DESCRIPTION OF THE TASK - Would you repeat every line of the material exactly?

SUPPLIED DATA -
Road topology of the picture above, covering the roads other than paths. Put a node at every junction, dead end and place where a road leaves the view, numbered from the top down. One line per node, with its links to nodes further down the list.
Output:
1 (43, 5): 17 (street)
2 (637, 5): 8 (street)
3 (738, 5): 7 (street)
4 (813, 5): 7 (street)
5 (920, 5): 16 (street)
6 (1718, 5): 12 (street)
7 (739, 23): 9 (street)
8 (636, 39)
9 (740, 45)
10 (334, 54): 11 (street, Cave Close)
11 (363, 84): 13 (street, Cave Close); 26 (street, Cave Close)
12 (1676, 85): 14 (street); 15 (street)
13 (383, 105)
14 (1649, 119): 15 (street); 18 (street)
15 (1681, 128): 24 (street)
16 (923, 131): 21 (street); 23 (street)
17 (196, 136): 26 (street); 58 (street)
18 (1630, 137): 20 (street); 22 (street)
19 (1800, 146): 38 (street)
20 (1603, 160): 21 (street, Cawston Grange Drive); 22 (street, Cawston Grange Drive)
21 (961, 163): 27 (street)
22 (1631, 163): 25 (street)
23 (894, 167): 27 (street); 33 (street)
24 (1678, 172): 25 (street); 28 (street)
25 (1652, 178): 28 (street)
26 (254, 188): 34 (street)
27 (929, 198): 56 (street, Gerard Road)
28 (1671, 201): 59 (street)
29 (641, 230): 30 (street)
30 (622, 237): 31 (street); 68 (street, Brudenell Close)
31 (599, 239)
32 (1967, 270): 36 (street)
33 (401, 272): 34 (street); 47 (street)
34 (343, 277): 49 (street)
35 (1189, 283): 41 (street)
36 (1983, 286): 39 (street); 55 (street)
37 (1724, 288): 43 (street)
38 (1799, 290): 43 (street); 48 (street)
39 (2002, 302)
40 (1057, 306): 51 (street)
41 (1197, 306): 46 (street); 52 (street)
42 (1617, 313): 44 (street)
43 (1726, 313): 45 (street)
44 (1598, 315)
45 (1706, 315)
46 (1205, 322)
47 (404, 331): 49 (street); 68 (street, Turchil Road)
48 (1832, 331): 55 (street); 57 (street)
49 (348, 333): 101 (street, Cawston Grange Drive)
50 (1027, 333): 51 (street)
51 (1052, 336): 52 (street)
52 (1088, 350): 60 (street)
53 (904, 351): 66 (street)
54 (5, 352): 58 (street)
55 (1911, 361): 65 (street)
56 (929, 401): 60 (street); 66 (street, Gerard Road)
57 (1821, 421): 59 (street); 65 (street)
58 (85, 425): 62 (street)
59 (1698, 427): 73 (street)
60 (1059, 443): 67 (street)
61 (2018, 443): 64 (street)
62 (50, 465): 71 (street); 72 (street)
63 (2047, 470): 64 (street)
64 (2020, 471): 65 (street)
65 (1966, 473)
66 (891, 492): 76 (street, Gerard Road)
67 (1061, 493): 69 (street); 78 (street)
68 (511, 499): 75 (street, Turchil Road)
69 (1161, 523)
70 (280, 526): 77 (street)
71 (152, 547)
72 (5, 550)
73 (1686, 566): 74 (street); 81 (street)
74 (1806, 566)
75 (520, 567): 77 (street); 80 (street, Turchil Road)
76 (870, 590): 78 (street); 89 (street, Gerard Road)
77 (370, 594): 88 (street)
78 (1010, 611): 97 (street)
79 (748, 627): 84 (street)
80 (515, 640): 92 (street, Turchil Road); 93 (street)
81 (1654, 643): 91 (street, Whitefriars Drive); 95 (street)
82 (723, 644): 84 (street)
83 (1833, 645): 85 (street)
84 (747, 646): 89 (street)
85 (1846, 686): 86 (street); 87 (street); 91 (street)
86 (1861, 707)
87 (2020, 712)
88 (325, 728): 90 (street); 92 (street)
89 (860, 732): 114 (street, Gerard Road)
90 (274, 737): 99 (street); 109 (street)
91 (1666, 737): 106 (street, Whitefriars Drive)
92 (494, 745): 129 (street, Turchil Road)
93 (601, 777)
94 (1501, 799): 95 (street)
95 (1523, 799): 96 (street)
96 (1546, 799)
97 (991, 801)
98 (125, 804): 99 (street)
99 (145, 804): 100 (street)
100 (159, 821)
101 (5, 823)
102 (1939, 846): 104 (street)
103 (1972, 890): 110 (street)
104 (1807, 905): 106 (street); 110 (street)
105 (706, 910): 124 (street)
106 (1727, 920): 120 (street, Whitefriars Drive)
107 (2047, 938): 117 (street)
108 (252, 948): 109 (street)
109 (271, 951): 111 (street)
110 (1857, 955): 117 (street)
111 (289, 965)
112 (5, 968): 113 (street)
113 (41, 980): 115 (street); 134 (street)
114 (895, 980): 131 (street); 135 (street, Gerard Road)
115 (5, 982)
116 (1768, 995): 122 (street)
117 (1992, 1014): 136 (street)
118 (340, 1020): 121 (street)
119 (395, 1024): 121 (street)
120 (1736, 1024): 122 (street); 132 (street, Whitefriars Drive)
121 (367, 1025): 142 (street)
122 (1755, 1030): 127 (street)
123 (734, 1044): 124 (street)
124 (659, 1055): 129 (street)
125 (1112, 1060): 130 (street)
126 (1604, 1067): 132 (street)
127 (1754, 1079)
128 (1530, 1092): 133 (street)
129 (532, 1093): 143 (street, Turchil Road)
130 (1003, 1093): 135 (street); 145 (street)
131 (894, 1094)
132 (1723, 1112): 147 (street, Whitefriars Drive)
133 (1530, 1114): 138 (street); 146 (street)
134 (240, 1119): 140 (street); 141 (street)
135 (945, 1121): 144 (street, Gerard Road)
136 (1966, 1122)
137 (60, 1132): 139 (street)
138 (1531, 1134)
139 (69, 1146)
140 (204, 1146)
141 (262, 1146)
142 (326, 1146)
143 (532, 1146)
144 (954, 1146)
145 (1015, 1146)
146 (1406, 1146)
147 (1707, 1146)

FINAL ANSWER -
Road topology of the picture above, covering the roads other than paths. Put a node at every junction, dead end and place where a road leaves the view, numbered from the top down. One line per node, with its links to nodes further down the list.
Output:
1 (43, 5): 17 (street)
2 (637, 5): 8 (street)
3 (738, 5): 7 (street)
4 (813, 5): 7 (street)
5 (920, 5): 16 (street)
6 (1718, 5): 12 (street)
7 (739, 23): 9 (street)
8 (636, 39)
9 (740, 45)
10 (334, 54): 11 (street, Cave Close)
11 (363, 84): 13 (street, Cave Close); 26 (street, Cave Close)
12 (1676, 85): 14 (street); 15 (street)
13 (383, 105)
14 (1649, 119): 15 (street); 18 (street)
15 (1681, 128): 24 (street)
16 (923, 131): 21 (street); 23 (street)
17 (196, 136): 26 (street); 58 (street)
18 (1630, 137): 20 (street); 22 (street)
19 (1800, 146): 38 (street)
20 (1603, 160): 21 (street, Cawston Grange Drive); 22 (street, Cawston Grange Drive)
21 (961, 163): 27 (street)
22 (1631, 163): 25 (street)
23 (894, 167): 27 (street); 33 (street)
24 (1678, 172): 25 (street); 28 (street)
25 (1652, 178): 28 (street)
26 (254, 188): 34 (street)
27 (929, 198): 56 (street, Gerard Road)
28 (1671, 201): 59 (street)
29 (641, 230): 30 (street)
30 (622, 237): 31 (street); 68 (street, Brudenell Close)
31 (599, 239)
32 (1967, 270): 36 (street)
33 (401, 272): 34 (street); 47 (street)
34 (343, 277): 49 (street)
35 (1189, 283): 41 (street)
36 (1983, 286): 39 (street); 55 (street)
37 (1724, 288): 43 (street)
38 (1799, 290): 43 (street); 48 (street)
39 (2002, 302)
40 (1057, 306): 51 (street)
41 (1197, 306): 46 (street); 52 (street)
42 (1617, 313): 44 (street)
43 (1726, 313): 45 (street)
44 (1598, 315)
45 (1706, 315)
46 (1205, 322)
47 (404, 331): 49 (street); 68 (street, Turchil Road)
48 (1832, 331): 55 (street); 57 (street)
49 (348, 333): 101 (street, Cawston Grange Drive)
50 (1027, 333): 51 (street)
51 (1052, 336): 52 (street)
52 (1088, 350): 60 (street)
53 (904, 351): 66 (street)
54 (5, 352): 58 (street)
55 (1911, 361): 65 (street)
56 (929, 401): 60 (street); 66 (street, Gerard Road)
57 (1821, 421): 59 (street); 65 (street)
58 (85, 425): 62 (street)
59 (1698, 427): 73 (street)
60 (1059, 443): 67 (street)
61 (2018, 443): 64 (street)
62 (50, 465): 71 (street); 72 (street)
63 (2047, 470): 64 (street)
64 (2020, 471): 65 (street)
65 (1966, 473)
66 (891, 492): 76 (street, Gerard Road)
67 (1061, 493): 69 (street); 78 (street)
68 (511, 499): 75 (street, Turchil Road)
69 (1161, 523)
70 (280, 526): 77 (street)
71 (152, 547)
72 (5, 550)
73 (1686, 566): 74 (street); 81 (street)
74 (1806, 566)
75 (520, 567): 77 (street); 80 (street, Turchil Road)
76 (870, 590): 78 (street); 89 (street, Gerard Road)
77 (370, 594): 88 (street)
78 (1010, 611): 97 (street)
79 (748, 627): 84 (street)
80 (515, 640): 92 (street, Turchil Road); 93 (street)
81 (1654, 643): 91 (street, Whitefriars Drive); 95 (street)
82 (723, 644): 84 (street)
83 (1833, 645): 85 (street)
84 (747, 646): 89 (street)
85 (1846, 686): 86 (street); 87 (street); 91 (street)
86 (1861, 707)
87 (2020, 712)
88 (325, 728): 90 (street); 92 (street)
89 (860, 732): 114 (street, Gerard Road)
90 (274, 737): 99 (street); 109 (street)
91 (1666, 737): 106 (street, Whitefriars Drive)
92 (494, 745): 129 (street, Turchil Road)
93 (601, 777)
94 (1501, 799): 95 (street)
95 (1523, 799): 96 (street)
96 (1546, 799)
97 (991, 801)
98 (125, 804): 99 (street)
99 (145, 804): 100 (street)
100 (159, 821)
101 (5, 823)
102 (1939, 846): 104 (street)
103 (1972, 890): 110 (street)
104 (1807, 905): 106 (street); 110 (street)
105 (706, 910): 124 (street)
106 (1727, 920): 120 (street, Whitefriars Drive)
107 (2047, 938): 117 (street)
108 (252, 948): 109 (street)
109 (271, 951): 111 (street)
110 (1857, 955): 117 (street)
111 (289, 965)
112 (5, 968): 113 (street)
113 (41, 980): 115 (street); 134 (street)
114 (895, 980): 131 (street); 135 (street, Gerard Road)
115 (5, 982)
116 (1768, 995): 122 (street)
117 (1992, 1014): 136 (street)
118 (340, 1020): 121 (street)
119 (395, 1024): 121 (street)
120 (1736, 1024): 122 (street); 132 (street, Whitefriars Drive)
121 (367, 1025): 142 (street)
122 (1755, 1030): 127 (street)
123 (734, 1044): 124 (street)
124 (659, 1055): 129 (street)
125 (1112, 1060): 130 (street)
126 (1604, 1067): 132 (street)
127 (1754, 1079)
128 (1530, 1092): 133 (street)
129 (532, 1093): 143 (street, Turchil Road)
130 (1003, 1093): 135 (street); 145 (street)
131 (894, 1094)
132 (1723, 1112): 147 (street, Whitefriars Drive)
133 (1530, 1114): 138 (street); 146 (street)
134 (240, 1119): 140 (street); 141 (street)
135 (945, 1121): 144 (street, Gerard Road)
136 (1966, 1122)
137 (60, 1132): 139 (street)
138 (1531, 1134)
139 (69, 1146)
140 (204, 1146)
141 (262, 1146)
142 (326, 1146)
143 (532, 1146)
144 (954, 1146)
145 (1015, 1146)
146 (1406, 1146)
147 (1707, 1146)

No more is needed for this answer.